# Youtube - and Copyrighted Material - opinions?



## mikebarry (Jun 16, 2012)

I've been really into Beethoven the last few weeks, I had the DVD Deutsche Grammophon Zimerman and Bernstein on Beethoven's Piano Concerti in my cart at amazon but then i remembered its probably on youtube for free - and indeed it was. The whole concerti #4 uploaded, its probably one of the finest recording of this piece 

http://www.deutschegrammophon.com/cat/s ... NR=0734514

The question is how is youtube allowed to do this? As a casual viewer I am just enthralled that I can switch between the best musicians on basically any piece - yet as a consumer it seems absolutely ridiculous. Why would I pay to support DG's releases when it is on there for free. 

What a crazy culture this is. Is this a gift to all or a death curse for those who sell such materials? How can money be recovered by those making these productions? How can such a pirated industry continue to exist? 

I can't get my mind straight on it.


----------



## RobertPeetersPiano (Jun 17, 2012)

I never fully understood the copyright-youtube-thing.

Whenever you upload something to youtube that has some copyrighted material in there (Youtube has some sort of filter for that) they will place adds on that video, so that the copyright holder gets part of the profit youtube made because of you. So in that way, they get money without doing anything thanx to you.
However, I think this is more intended to be used when you make a video, and for instance put some existing music under it.
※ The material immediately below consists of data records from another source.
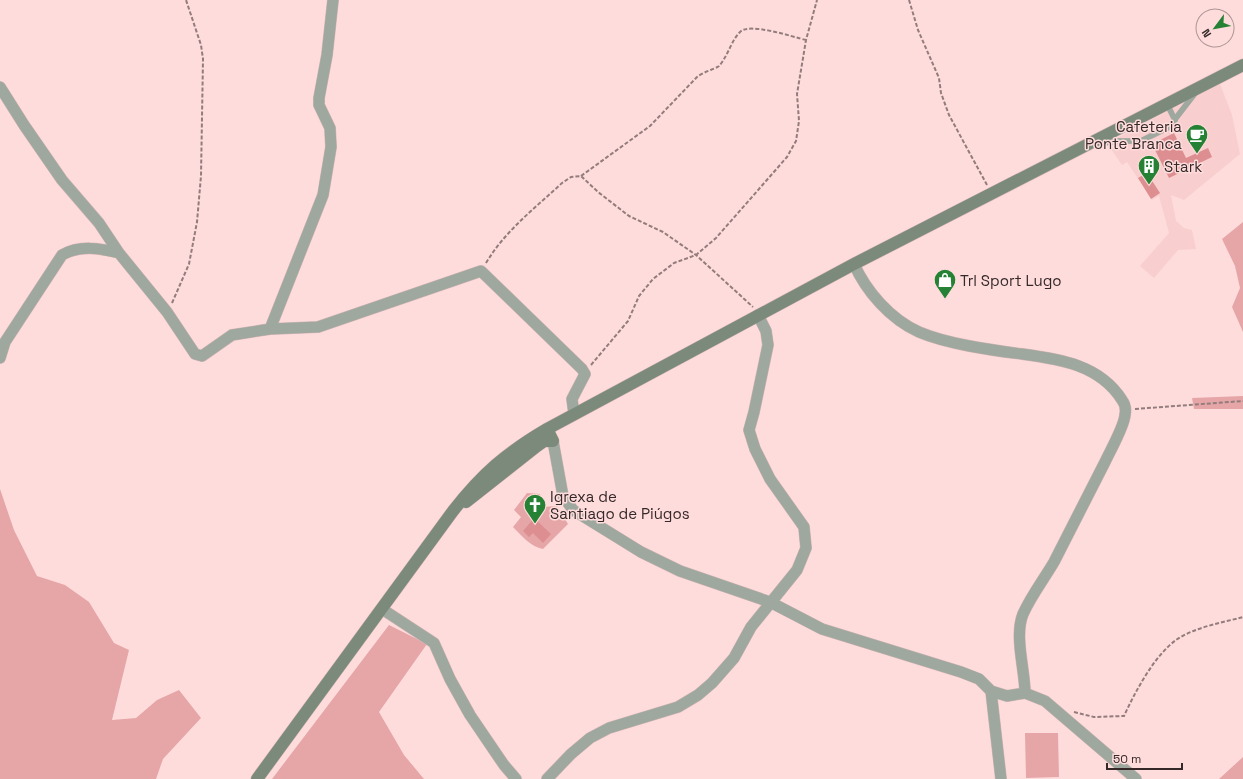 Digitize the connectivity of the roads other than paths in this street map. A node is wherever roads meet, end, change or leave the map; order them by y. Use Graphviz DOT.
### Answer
graph roads {
  1 [pos="333,0"];
  2 [pos="1243,65"];
  3 [pos="0,87"];
  4 [pos="1200,87"];
  5 [pos="1166,104"];
  6 [pos="1175,120"];
  7 [pos="1081,147"];
  8 [pos="119,253"];
  9 [pos="854,264"];
  10 [pos="758,315"];
  11 [pos="270,329"];
  12 [pos="2,340"];
  13 [pos="0,358"];
  14 [pos="574,414"];
  15 [pos="547,429"];
  16 [pos="553,441"];
  17 [pos="453,511"];
  18 [pos="770,602"];
  19 [pos="382,609"];
  20 [pos="992,691"];
  21 [pos="1026,693"];
  22 [pos="257,779"];
  23 [pos="516,779"];
  24 [pos="547,779"];
  25 [pos="1001,779"];
  26 [pos="1136,779"];
  1 -- 11 [label="street"];
  2 -- 4 [label="main road"];
  3 -- 8 [label="street"];
  4 -- 5 [label="main road"];
  4 -- 6 [label="lane"];
  5 -- 6 [label="lane"];
  5 -- 7 [label="main road"];
  6 -- 7 [label="lane"];
  7 -- 9 [label="main road"];
  8 -- 11 [label="street"];
  8 -- 12 [label="street"];
  9 -- 10 [label="main road"];
  9 -- 21 [label="street"];
  10 -- 14 [label="main road"];
  10 -- 18 [label="street"];
  11 -- 14 [label="street"];
  12 -- 13 [label="street"];
  14 -- 15 [label="main road"];
  15 -- 16 [label="main road"];
  15 -- 17 [label="main road"];
  16 -- 17 [label="main road"];
  16 -- 18 [label="street"];
  17 -- 19 [label="main road"];
  18 -- 20 [label="street"];
  18 -- 24 [label="street"];
  19 -- 22 [label="main road"];
  19 -- 23 [label="street"];
  20 -- 21 [label="street"];
  20 -- 25 [label="street"];
  21 -- 26 [label="street"];
}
What professional artist can do, is open up a channel, where they upload their copyrighted material. Since they are able to sell it, they have already cleared the copyright issue, so it wouldn't be that much work to clear it for youtube too. In that way, they will get money, without doing to much extra. And they will be able to monitor it in a better way.


----------



## david robinson (Jun 17, 2012)

copyright?
used to be easy, 'cos recording and publishing co's had all the equipement and money.
and most important - distribution.
nowadaze? ehhhh.
put anything on the net and it's fair game.
unless you are a millionaire, you'd have big trouble policing your work.
and, as a millionaire why even bother with music or art in general.
the only ppl benefiting from art now, are the punters.
they get it for free.
j.


----------



## Daryl (Jun 17, 2012)

The trouble with the Youtube model is that there is no evidence that it is working for the majority of people.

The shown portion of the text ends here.